Filter the data below, keeping only lines that contain "lane".

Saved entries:

****

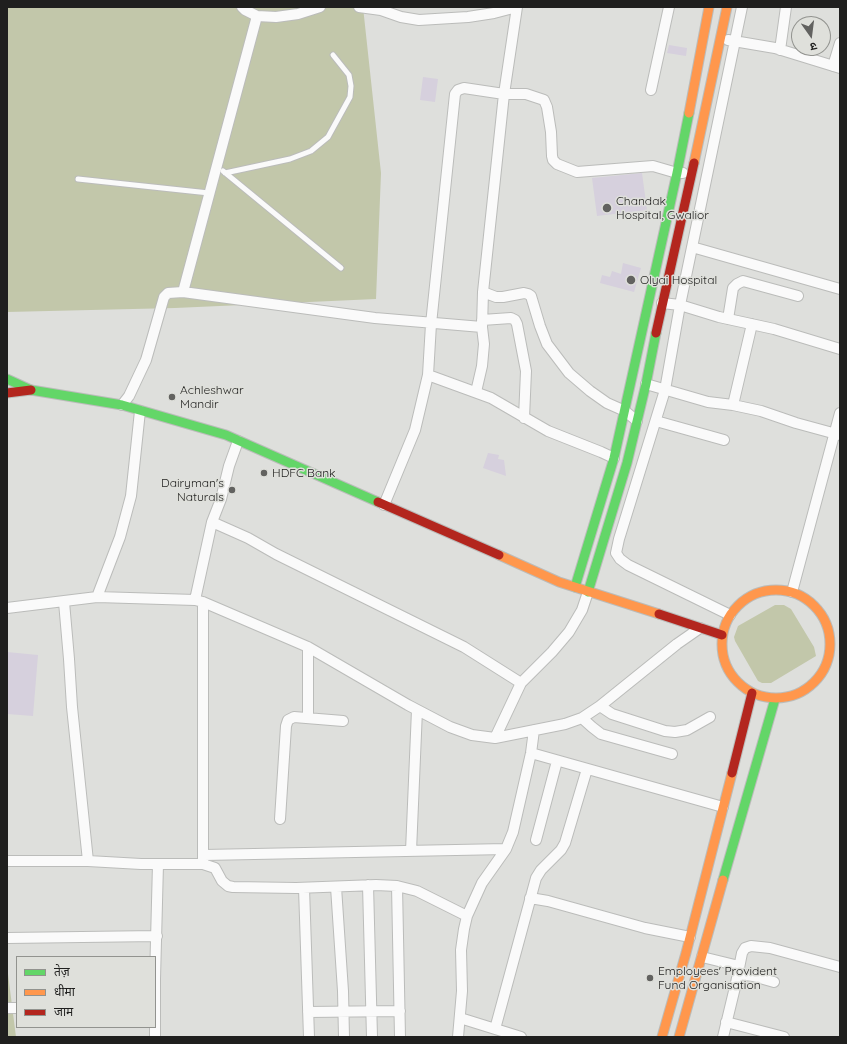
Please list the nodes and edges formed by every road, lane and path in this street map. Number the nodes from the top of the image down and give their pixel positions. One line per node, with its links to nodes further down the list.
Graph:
1 (242, 7): 11 (street)
2 (320, 7): 11 (street)
3 (359, 7): 10 (street)
4 (517, 7): 10 (street); 19 (street)
5 (669, 7): 18 (street)
6 (709, 7): 22 (main road)
7 (727, 7): 12 (main road)
8 (742, 7): 13 (street)
9 (786, 7): 15 (street)
10 (381, 8)
11 (257, 16): 20 (street)
12 (720, 39): 13 (street); 23 (main road)
13 (735, 41): 15 (street); 26 (street)
14 (840, 43): 17 (street)
15 (780, 50): 17 (street)
16 (333, 55): 21 (lane)
17 (837, 67)
18 (651, 90)
19 (504, 94): 22 (street); 30 (street); 35 (street)
20 (216, 166): 21 (lane); 25 (street)
21 (225, 173): 27 (lane)
22 (677, 173): 23 (street); 49 (main road)
23 (691, 173): 32 (main road)
24 (78, 179): 25 (lane)
25 (209, 193): 29 (street)
26 (692, 247): 28 (street); 33 (street)
27 (341, 268)
28 (840, 289)
29 (183, 292): 35 (street); 46 (street)
30 (483, 292): 36 (street); 49 (street)
31 (798, 296): 34 (street)
32 (662, 303): 33 (street); 41 (main road)
33 (680, 305): 34 (street); 43 (street)
34 (728, 319): 37 (street)
35 (431, 324): 36 (street); 39 (street)
36 (482, 324): 44 (street); 51 (street)
37 (752, 324): 38 (street); 47 (street)
38 (840, 349)
39 (428, 375): 44 (street); 58 (street)
40 (7, 380): 42 (main road)
41 (646, 384): 43 (street); 52 (main road)
42 (31, 390): 45 (main road); 46 (main road)
43 (666, 390): 47 (street); 53 (street)
44 (476, 392): 51 (street)
45 (7, 393)
46 (122, 405): 48 (main road)
47 (733, 405): 54 (street)
48 (140, 411): 55 (main road); 63 (street)
49 (625, 411): 52 (street); 57 (main road)
50 (840, 413): 54 (street)
51 (524, 418): 57 (street)
52 (637, 421): 61 (main road)
53 (656, 422): 56 (street); 67 (street)
54 (837, 435): 62 (street)
55 (238, 440): 58 (main road); 59 (street)
56 (724, 440)
57 (614, 458): 60 (main road)
58 (384, 505): 60 (main road)
59 (212, 522): 64 (street); 74 (street)
60 (575, 587): 61 (main road)
61 (588, 592): 68 (main road); 74 (street)
62 (792, 592): 67 (main road); 70 (main road)
63 (97, 597): 64 (street); 65 (street)
64 (199, 601): 71 (street); 94 (street)
65 (64, 602): 66 (street); 96 (street)
66 (7, 608)
67 (730, 615): 69 (main road)
68 (700, 628): 69 (main road); 77 (street)
69 (722, 635): 75 (main road)
70 (836, 641): 72 (main road)
71 (308, 647): 78 (street); 79 (street)
72 (830, 656): 73 (main road); 76 (main road)
73 (840, 657)
74 (521, 683): 84 (street)
75 (752, 694): 76 (main road); 89 (main road)
76 (775, 699): 107 (main road)
77 (600, 706): 80 (street); 81 (street)
78 (417, 710): 84 (street); 93 (street)
79 (308, 717): 82 (street); 90 (street)
80 (582, 718): 83 (street); 86 (street)
81 (710, 718)
82 (343, 721)
83 (534, 730): 84 (street); 85 (street)
84 (495, 738)
85 (531, 753): 87 (street); 92 (street)
86 (672, 754)
87 (557, 761): 88 (street); 91 (street)
88 (587, 769): 89 (street); 102 (street)
89 (724, 807): 105 (main road)
90 (280, 819)
91 (536, 840)
92 (506, 849): 93 (street); 103 (street)
93 (411, 851): 94 (street)
94 (203, 860): 97 (street); 101 (street)
95 (7, 861): 96 (street)
96 (88, 861): 97 (street)
97 (158, 864): 104 (street)
98 (368, 885): 99 (street); 100 (street); 115 (street)
99 (397, 886): 103 (street); 113 (street)
100 (336, 887): 101 (street); 112 (street)
101 (304, 888): 114 (street)
102 (530, 898): 105 (street); 118 (street)
103 (467, 916): 116 (street)
104 (157, 936): 106 (street); 110 (street)
105 (690, 937): 125 (main road)
106 (7, 938)
107 (702, 958): 109 (street); 126 (main road)
108 (840, 967): 109 (street)
109 (739, 970): 111 (street); 117 (street)
110 (156, 974)
111 (774, 982)
112 (343, 1011): 114 (street); 115 (street); 120 (street)
113 (400, 1011): 115 (street); 122 (street)
114 (308, 1012): 119 (street)
115 (372, 1012): 121 (street)
116 (460, 1018): 118 (street); 123 (street)
117 (726, 1022): 127 (street); 128 (street)
118 (495, 1029): 124 (street)
119 (309, 1037)
120 (344, 1037)
121 (372, 1037)
122 (400, 1037)
123 (458, 1037)
124 (521, 1037)
125 (662, 1037)
126 (679, 1037)
127 (723, 1037)
128 (784, 1037)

****

- Exercise solution
Please list the nodes and edges formed by every road, lane and path in this street map. Number the nodes from the top of the image down and give their pixel positions. One line per node, with its links to nodes further down the list.
16 (333, 55): 21 (lane)
20 (216, 166): 21 (lane); 25 (street)
21 (225, 173): 27 (lane)
24 (78, 179): 25 (lane)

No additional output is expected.